Actebis geht nach USA - Merisel würde passen

01.03.2001

Actebis-Chef Michael Urban will spätestens im Jahr 2002 mit dem ostwestfälischen Distributor auf dem nordamerikanischen Markt sein (siehe das Interview auf Seite 12 dieser Ausgabe). Er glaubt, dass die Voraussetzungen für einen Einstieg derzeit günstig sind, weil er bei Ingram Micro eine Schwäche erkannt haben will. Viele Hersteller würden nach Alternativen suchen, meint er.

Die Entscheidung, auf den US-Markt zu gehen, ist mutig. Zumal sich dort schon einmal ein deutscher Distributor eine blutige Nase geholt hat: Computer 2000 mit Ameriquest. Entscheidend wird die Art und Weise sein, wie Actebis und seine Muttergesellschaft, der Hamburger Otto-Konzern, das Abenteuer USA angehen werden. Es gibt im Grunde nur zwei Möglichkeiten: Entweder sie fangen klein an und bauen das Geschäft sukzessive aus. Das hat den Vorteil, dass der Geldeinsatz überschaubar ist und sie sich ohne große Verluste wieder zurückziehen können. Oder sie nehmen viel Geld in die Hand und kaufen einen der Marktführer.

Die erste Möglichkeit scheidet praktisch aus. Sie ist zum Misserfolg verdammt. Auf diese Art und Weise hat Anfang der 90er Jahre Ingram Micro versucht, auf dem deutschen Markt Fuß zu fassen. Eine mehrere Jahre dauernde Hängepartie. Erst die Übernahme von Macrotron brachte den Durchbruch. Zwar ist der Otto-Konzern in den USA mit der Spiegel-Gruppe vertreten (Umsatz im Geschäftsjahr 1999/2000: 3,4 Milliarden Dollar), doch aufgrund des völlig unterschiedlichen Geschäftsmodells sind aus diesem Bereich keine substanziellen Hilfestellungen zu erwarten.

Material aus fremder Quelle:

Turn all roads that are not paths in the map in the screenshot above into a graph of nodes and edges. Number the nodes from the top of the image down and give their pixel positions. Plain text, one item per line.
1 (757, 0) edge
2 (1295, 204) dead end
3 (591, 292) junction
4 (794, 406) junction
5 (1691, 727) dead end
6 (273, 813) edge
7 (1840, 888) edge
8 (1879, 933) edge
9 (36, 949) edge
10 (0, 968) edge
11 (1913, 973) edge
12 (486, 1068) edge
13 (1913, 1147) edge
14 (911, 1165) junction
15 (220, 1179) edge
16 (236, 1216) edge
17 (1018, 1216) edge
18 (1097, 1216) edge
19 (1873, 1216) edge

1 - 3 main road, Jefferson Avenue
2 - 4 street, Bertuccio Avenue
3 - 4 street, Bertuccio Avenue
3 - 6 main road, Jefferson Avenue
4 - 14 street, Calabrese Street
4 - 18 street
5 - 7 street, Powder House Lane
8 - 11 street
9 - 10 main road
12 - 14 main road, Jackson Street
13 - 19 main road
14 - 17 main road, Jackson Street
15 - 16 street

Für Actebis gibt es auf dem amerikanischen Markt daher nur die "Urknall-Methode": die Übernahme eines Big Players. Eine Übernahme der beiden Marktführer Ingram Micro (Umsatz in den ersten neun Monaten des Geschäftsjahres 2000/01: 22,7 Milliarden Dollar, Überschuss: 168 Millionen Dollar) und Tech Data (Neun-Monats-Umsatz: rund 15 Milliarden Dollar, Profit: 128 Millionen Dollar) kann man ausschließen. Nicht weil der Otto-Konzern (Umsatz 99/00: 40 Milliarden Mark, Überschuss: 629 Millionen Mark) diese Akquisitionen nicht finanzieren könnte, sondern weil sie wenig Sinn machen würden.

Actebis braucht für das USA- und Kanada-Geschäft keinen weltweit vertretenen Distributor wie Ingram Micro oder Tech Data, sondern einen, der nur im nordamerikanischen Markt agiert. Ein Schnäppchen könnte derzeit Merisel sein (www.merisel.com). Der Distributor, der vor drei Jahren sämtliche Aktivitäten außerhalb Nordamerikas an CHS verkauft hatte, ist schwer angeschlagen. Er hat seit 1995 Verluste von insgesamt rund 280 Millionen Dollar eingefahren. Allein im Geschäftsjahr 1999 lag der Fehlbetrag bei mehr als 61 Millionen Dollar. Auch im ersten Halbjahr 2000 konnten die Blutungen nicht gestillt werden: 30 Millionen Dollar Verlust. Der Umsatz ging um 16 Prozent auf 2,1 Millionen Dollar zurück. Im Gesamtjahr 1999 lagen die Erlöse bei 5,2 Milliarden Dollar.

Merisel wäre sicherlich für vergleichsweise wenig Geld zu haben. Dafür stünde ein erheblicher Sanierungsaufwand an. Dennoch: Nur so, durch die Übernahme eines etablierten Distributors, hat der Einstieg von Actebis in den USA überhaupt Aussicht auf Erfolg.